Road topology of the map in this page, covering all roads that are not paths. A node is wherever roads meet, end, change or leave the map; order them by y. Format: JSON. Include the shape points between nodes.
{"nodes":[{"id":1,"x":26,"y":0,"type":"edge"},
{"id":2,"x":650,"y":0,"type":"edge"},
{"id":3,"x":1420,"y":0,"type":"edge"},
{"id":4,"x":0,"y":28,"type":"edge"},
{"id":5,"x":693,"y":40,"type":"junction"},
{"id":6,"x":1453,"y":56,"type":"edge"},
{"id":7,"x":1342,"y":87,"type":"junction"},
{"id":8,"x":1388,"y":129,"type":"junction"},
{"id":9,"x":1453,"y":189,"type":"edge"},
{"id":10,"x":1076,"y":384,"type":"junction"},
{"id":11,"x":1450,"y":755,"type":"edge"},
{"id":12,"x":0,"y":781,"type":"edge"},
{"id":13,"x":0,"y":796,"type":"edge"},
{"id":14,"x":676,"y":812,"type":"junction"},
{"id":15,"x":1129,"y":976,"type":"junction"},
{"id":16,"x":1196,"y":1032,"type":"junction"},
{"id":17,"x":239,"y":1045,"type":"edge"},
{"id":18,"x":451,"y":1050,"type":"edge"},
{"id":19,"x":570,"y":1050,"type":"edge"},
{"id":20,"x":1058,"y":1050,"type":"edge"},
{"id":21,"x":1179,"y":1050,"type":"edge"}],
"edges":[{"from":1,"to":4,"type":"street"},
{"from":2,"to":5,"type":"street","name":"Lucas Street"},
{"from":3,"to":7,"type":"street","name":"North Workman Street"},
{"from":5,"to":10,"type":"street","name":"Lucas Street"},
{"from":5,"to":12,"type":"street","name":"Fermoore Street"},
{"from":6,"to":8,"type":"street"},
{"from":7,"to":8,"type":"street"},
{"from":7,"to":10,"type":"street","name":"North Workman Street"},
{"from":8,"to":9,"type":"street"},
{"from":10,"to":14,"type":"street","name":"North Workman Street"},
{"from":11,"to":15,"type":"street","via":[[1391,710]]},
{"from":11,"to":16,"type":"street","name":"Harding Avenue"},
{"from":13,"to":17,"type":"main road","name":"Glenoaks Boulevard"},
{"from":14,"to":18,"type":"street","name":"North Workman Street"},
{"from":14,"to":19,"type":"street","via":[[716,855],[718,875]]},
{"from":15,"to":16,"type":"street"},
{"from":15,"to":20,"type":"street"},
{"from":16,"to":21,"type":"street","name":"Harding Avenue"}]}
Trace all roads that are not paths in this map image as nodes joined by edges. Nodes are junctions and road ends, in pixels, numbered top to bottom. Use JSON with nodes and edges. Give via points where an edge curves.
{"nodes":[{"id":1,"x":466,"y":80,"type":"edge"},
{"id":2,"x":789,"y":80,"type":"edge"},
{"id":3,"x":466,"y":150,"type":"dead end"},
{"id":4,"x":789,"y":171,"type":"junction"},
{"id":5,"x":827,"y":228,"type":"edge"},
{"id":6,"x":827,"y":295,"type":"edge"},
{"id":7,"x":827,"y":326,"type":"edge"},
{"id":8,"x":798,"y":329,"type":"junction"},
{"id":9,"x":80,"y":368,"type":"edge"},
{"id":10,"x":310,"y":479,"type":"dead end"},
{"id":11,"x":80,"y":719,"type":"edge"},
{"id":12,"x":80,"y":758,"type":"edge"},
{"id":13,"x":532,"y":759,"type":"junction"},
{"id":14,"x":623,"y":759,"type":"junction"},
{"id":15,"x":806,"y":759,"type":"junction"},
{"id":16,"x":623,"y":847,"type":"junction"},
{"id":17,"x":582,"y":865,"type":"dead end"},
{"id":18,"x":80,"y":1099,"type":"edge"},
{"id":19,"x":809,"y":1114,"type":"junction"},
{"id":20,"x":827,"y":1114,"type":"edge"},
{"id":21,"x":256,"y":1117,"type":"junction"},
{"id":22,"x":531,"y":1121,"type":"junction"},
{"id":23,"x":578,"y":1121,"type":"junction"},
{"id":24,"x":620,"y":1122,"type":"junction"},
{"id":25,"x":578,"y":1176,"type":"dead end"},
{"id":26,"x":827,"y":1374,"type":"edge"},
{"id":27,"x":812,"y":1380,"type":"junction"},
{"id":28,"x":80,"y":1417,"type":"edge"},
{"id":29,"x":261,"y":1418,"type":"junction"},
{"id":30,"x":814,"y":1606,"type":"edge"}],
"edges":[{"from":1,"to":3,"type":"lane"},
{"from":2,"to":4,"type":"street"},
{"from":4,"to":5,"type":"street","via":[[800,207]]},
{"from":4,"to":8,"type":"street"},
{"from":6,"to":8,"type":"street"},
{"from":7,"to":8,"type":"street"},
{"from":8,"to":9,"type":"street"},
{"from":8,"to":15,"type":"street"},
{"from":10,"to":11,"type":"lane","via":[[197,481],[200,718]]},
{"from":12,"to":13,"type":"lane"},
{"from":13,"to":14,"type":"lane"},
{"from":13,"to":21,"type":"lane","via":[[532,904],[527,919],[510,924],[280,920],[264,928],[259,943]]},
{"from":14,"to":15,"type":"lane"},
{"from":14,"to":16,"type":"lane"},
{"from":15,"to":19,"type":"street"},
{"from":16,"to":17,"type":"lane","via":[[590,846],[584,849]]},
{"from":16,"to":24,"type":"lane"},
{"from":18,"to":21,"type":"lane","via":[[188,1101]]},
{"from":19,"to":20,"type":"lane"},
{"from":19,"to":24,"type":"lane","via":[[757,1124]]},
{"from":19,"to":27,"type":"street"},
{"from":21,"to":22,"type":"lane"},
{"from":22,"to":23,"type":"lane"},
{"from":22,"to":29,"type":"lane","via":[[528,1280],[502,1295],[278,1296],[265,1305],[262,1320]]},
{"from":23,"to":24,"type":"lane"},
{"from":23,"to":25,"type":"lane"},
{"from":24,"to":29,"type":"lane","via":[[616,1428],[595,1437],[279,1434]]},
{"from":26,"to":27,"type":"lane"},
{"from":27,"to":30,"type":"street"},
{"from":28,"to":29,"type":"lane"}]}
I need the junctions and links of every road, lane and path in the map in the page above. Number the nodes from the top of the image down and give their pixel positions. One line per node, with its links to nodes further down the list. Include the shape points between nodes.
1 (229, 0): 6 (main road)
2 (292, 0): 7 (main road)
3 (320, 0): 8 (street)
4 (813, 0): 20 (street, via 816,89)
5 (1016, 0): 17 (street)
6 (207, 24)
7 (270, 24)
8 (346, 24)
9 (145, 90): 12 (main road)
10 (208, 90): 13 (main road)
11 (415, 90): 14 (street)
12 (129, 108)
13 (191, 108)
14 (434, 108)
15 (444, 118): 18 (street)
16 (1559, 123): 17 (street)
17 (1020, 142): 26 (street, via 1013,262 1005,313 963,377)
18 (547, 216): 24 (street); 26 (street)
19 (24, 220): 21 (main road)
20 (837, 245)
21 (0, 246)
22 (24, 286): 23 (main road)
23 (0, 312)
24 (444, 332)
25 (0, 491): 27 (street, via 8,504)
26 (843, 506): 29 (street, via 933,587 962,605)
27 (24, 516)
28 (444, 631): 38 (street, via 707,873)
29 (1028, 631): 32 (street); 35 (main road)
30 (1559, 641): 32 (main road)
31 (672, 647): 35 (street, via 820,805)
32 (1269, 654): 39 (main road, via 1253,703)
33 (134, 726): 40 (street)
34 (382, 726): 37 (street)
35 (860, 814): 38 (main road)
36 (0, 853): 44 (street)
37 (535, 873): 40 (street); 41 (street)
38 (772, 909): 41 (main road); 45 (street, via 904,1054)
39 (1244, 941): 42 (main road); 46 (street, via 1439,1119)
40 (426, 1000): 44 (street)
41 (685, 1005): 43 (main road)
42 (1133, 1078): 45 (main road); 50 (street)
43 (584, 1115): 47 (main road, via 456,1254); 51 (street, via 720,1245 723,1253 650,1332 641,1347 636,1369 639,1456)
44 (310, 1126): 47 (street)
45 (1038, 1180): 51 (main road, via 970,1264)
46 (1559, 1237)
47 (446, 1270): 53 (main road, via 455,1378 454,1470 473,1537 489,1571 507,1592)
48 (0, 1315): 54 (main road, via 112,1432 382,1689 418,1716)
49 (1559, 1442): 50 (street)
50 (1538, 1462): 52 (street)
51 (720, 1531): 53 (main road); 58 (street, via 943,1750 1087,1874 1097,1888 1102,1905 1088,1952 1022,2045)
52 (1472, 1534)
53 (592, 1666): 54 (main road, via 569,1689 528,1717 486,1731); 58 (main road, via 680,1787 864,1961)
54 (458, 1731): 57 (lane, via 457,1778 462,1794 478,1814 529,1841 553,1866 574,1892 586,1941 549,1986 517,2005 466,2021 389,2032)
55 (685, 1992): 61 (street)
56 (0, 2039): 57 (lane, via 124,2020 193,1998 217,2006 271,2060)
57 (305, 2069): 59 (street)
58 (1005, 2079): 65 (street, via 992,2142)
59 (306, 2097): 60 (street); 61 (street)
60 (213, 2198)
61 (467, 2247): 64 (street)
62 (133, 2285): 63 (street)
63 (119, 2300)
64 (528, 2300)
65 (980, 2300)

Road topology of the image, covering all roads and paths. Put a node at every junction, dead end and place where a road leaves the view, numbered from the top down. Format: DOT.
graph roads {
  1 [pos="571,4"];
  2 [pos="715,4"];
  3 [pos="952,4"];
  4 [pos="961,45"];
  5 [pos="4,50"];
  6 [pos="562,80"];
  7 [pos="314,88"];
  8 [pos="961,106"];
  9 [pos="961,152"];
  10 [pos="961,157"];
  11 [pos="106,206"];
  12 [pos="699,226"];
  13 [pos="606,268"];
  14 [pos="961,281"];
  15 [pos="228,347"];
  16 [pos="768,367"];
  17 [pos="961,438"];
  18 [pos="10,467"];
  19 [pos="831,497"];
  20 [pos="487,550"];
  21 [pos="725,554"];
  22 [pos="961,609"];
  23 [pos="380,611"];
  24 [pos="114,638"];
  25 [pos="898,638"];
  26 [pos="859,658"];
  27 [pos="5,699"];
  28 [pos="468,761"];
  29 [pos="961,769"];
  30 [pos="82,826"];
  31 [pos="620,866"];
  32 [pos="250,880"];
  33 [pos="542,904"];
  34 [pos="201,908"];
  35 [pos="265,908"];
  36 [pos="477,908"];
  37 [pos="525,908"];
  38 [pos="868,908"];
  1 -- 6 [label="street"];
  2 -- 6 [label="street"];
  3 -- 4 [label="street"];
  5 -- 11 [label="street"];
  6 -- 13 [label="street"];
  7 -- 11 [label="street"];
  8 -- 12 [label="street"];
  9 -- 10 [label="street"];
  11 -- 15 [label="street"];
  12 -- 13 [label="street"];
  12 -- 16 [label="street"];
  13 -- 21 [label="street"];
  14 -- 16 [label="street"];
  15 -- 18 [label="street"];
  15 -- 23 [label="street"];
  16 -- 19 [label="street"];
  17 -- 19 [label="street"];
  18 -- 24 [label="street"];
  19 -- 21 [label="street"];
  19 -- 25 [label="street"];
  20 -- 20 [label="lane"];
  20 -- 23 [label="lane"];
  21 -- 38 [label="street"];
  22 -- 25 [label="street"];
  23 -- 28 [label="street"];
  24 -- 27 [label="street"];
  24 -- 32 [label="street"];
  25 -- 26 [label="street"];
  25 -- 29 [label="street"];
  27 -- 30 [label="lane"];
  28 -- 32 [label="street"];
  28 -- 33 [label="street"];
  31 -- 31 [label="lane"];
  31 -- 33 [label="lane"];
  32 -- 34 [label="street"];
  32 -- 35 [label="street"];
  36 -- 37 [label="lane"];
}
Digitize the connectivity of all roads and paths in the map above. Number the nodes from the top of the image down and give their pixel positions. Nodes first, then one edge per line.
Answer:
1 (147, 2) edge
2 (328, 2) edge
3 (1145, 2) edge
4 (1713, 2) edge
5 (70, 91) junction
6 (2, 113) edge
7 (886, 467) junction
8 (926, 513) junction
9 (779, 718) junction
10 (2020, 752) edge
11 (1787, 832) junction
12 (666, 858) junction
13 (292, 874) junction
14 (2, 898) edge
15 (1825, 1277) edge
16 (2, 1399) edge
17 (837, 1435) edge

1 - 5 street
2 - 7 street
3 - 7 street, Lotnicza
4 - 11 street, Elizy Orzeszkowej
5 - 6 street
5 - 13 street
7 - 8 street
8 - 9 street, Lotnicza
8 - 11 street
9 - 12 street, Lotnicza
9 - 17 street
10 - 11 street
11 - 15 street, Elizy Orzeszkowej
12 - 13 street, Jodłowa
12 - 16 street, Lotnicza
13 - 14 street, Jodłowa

• INSTRUCTIONS TO FOLLOW
From the entries above, extract each line containing "Avenue".

• SOLVED EXERCISE
{"from":11,"to":16,"type":"street","name":"Harding Avenue"},
{"from":16,"to":21,"type":"street","name":"Harding Avenue"}]}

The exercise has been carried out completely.